Monday, July 13th 2020

Intel "Alder Lake" CPU Core Segmentation Sketched

Intel's 12th Gen Core "Alder Lake-S" desktop processors in the LGA1700 package could see the desktop debut of Intel's Hybrid Technology that it introduced with the mobile segment "Lakefield" processor. Analogous to Arm big.LITTLE, Intel Hybrid Technology is a multi-core processor topology that sees the combination of high-performance CPU cores with smaller high-efficiency cores that keep the PC ticking through the vast majority of the time/tasks when the high-performance cores aren't needed and hence power-gated. The high-performance cores are woken up only as needed. "Lakefield" combines one "Sunny Cove" high-performance core with four "Tremont" low-power cores. "Alder Lake-S" will take this concept further.

According to Intel slides leaked to the web by HXL (aka @9550pro), the 10 nm-class "Alder Lake-S" silicon will physically feature 8 "Golden Cove" high-performance cores, and 8 "Gracemont" low-power cores, along with a Gen12 iGPU that comes in three tiers - GT0 (iGPU disabled), GT1 (some execution units disabled), and GT2 (all execution units enabled). In its top trim with 125 W TDP, "Alder Lake-S" will be a "16-core" processor with 8 each of "Golden Cove" and "Gracemont" cores enabled.
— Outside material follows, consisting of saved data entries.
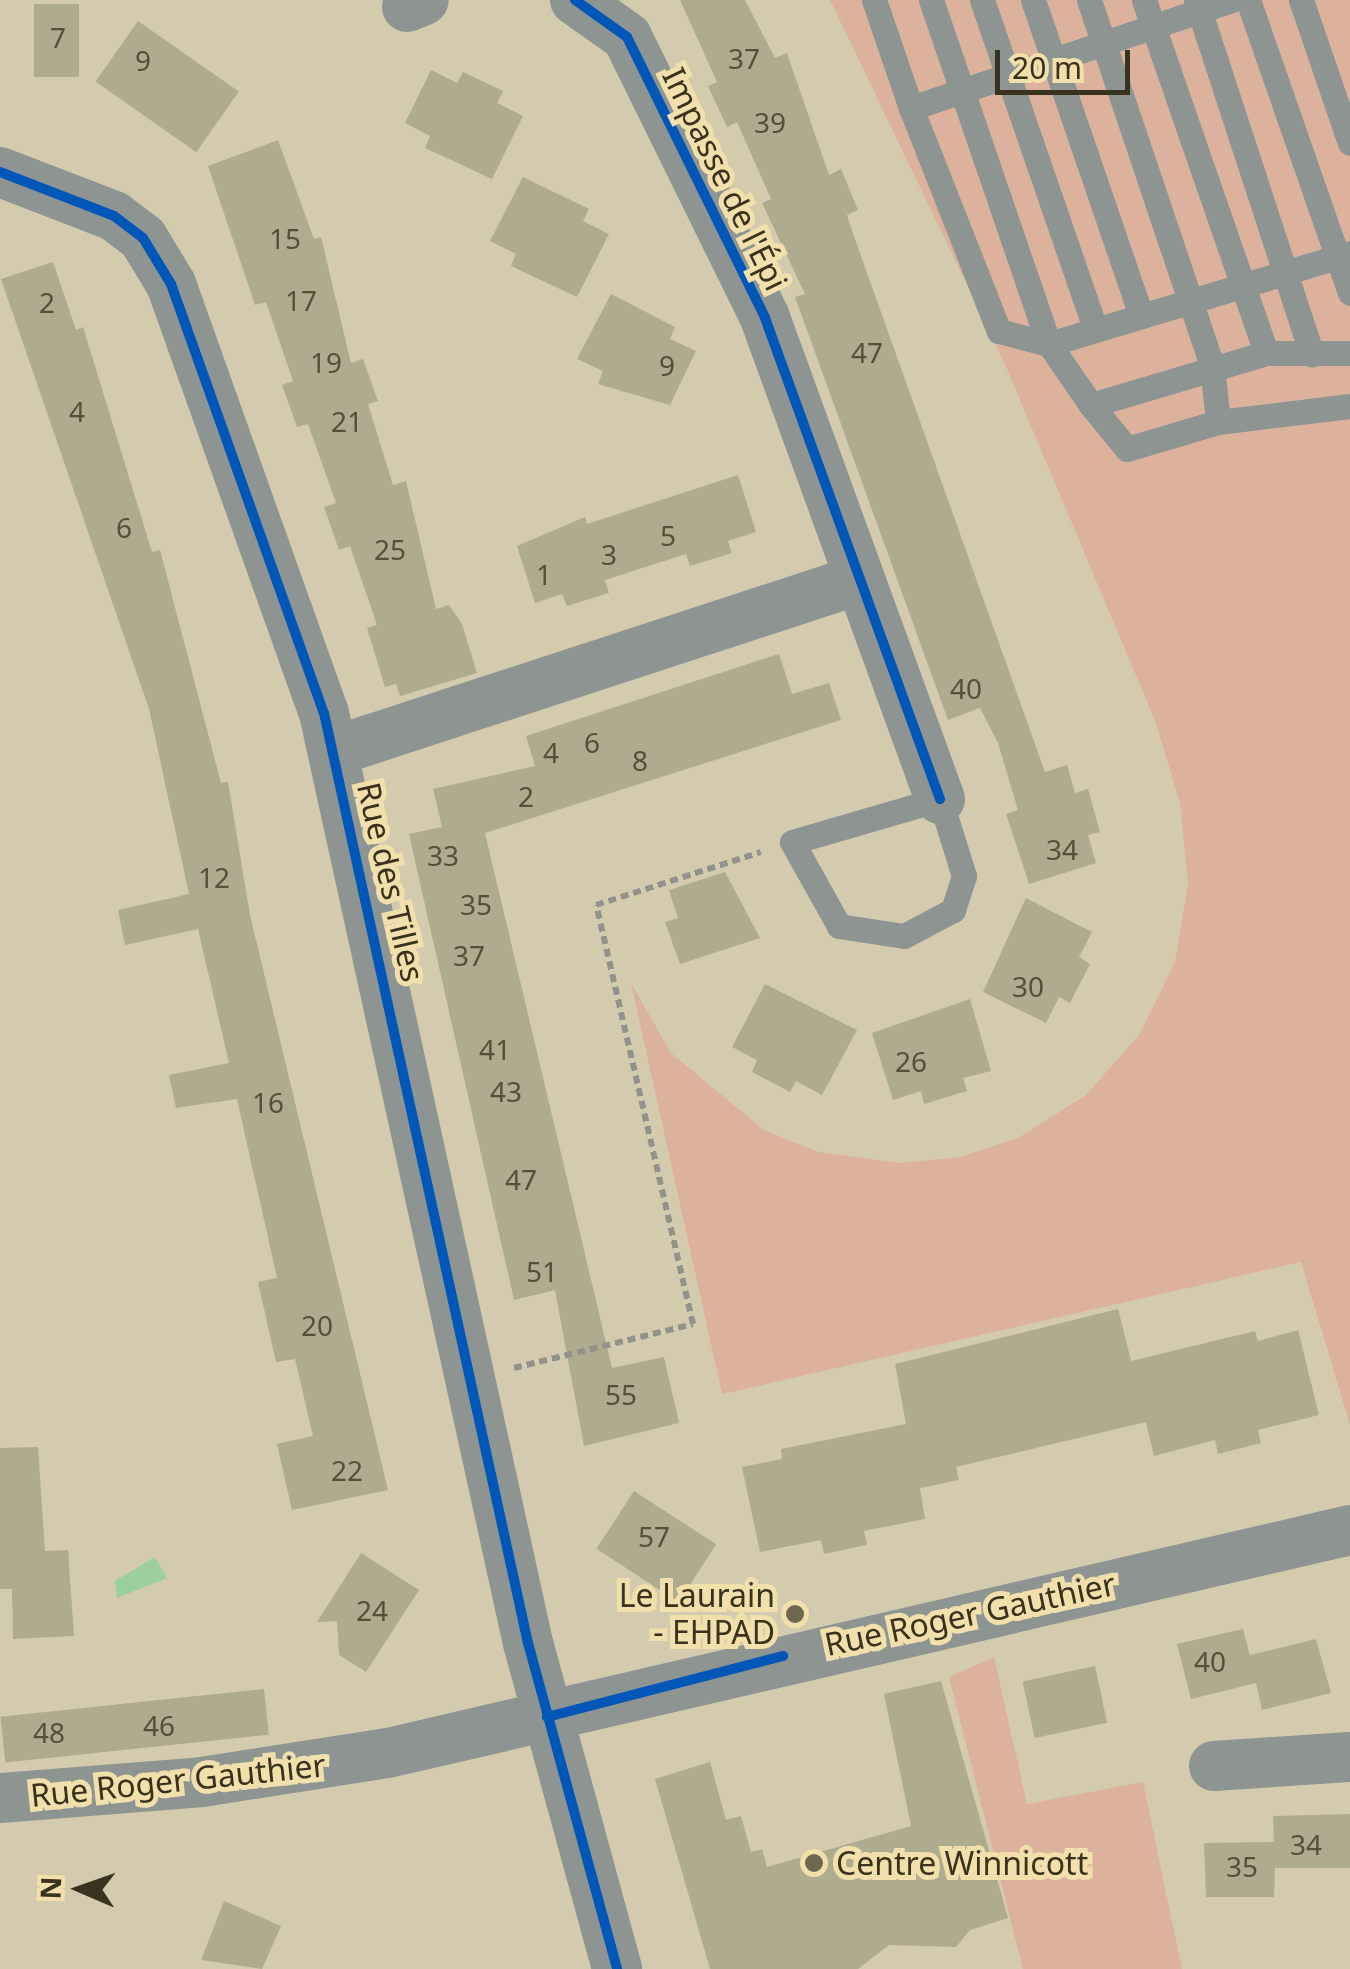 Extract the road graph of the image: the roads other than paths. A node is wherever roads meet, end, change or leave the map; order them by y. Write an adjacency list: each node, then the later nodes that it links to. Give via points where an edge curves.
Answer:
1 (575, 0): 35 (street, Impasse de l'Épi, via 627,36 765,318)
2 (874, 0): 17 (lane)
3 (931, 0): 16 (lane)
4 (982, 0): 15 (lane)
5 (1033, 0): 14 (lane)
6 (1089, 0): 13 (lane)
7 (1144, 0): 12 (lane)
8 (1232, 0): 11 (lane)
9 (1248, 0): 20 (lane)
10 (1301, 0): 18 (lane)
11 (1198, 6): 12 (lane); 21 (lane)
12 (1153, 26): 13 (lane); 22 (lane)
13 (1104, 43): 14 (lane); 24 (lane)
14 (1054, 60): 15 (lane); 25 (lane)
15 (1008, 76): 16 (lane); 26 (lane)
16 (962, 91): 17 (lane); 27 (lane)
17 (911, 108): 27 (lane, via 999,332)
18 (1350, 143)
19 (0, 172): 36 (street, Rue des Tilles, via 114,216 143,238 171,284)
20 (1344, 255): 21 (lane); 23 (lane)
21 (1288, 271): 22 (lane); 30 (lane)
22 (1243, 285): 24 (lane); 28 (lane)
23 (1350, 293)
24 (1190, 300): 25 (lane); 31 (lane)
25 (1141, 315): 26 (lane)
26 (1095, 328): 27 (lane)
27 (1049, 344): 32 (lane)
28 (1266, 353): 30 (lane); 31 (lane)
29 (1350, 353): 30 (lane)
30 (1312, 354)
31 (1212, 365): 32 (lane); 34 (lane)
32 (1090, 405): 34 (lane, via 1126,449)
33 (1350, 406): 34 (lane)
34 (1218, 422)
35 (855, 581): 36 (street); 37 (street, Impasse de l'Épi)
36 (334, 751): 39 (street, Rue des Tilles)
37 (940, 799): 37 (lane, Impasse de l'Épi, via 792,842 840,926 877,938 928,929 954,910 964,876)
38 (1350, 1530): 39 (street, Rue Roger Gauthier)
39 (547, 1717): 42 (street, Rue Roger Gauthier, via 299,1768); 43 (street, Rue des Tilles)
40 (1350, 1756): 41 (street)
41 (1214, 1766)
42 (0, 1798)
43 (617, 1969)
There will be 80 W TDP models with the same 8+8 core configuration, which are probably "locked" parts. Lastly, there the lower wrungs of the product stack will completely lack "small" cores, and be 6+0, with only high-performance cores. A recurring theme with all parts is the GT1 trim of the Gen12 iGPU.
Intel is innovating a way to reconcile the vast feature-set and ISA differences between its "big" and "small" cores. The big "Golden Cove" core supports certain AVX-512 instructions, besides TSX-NI (tensor operations, matrix multiplication), and FP16 (half precision floating point). The smaller "Gracemont" core lacks these instruction sets. So whenever the OS sends traffic that requires these instructions, the processor will be forced to wake up a "Golden Cove" core, and additional such cores as needed.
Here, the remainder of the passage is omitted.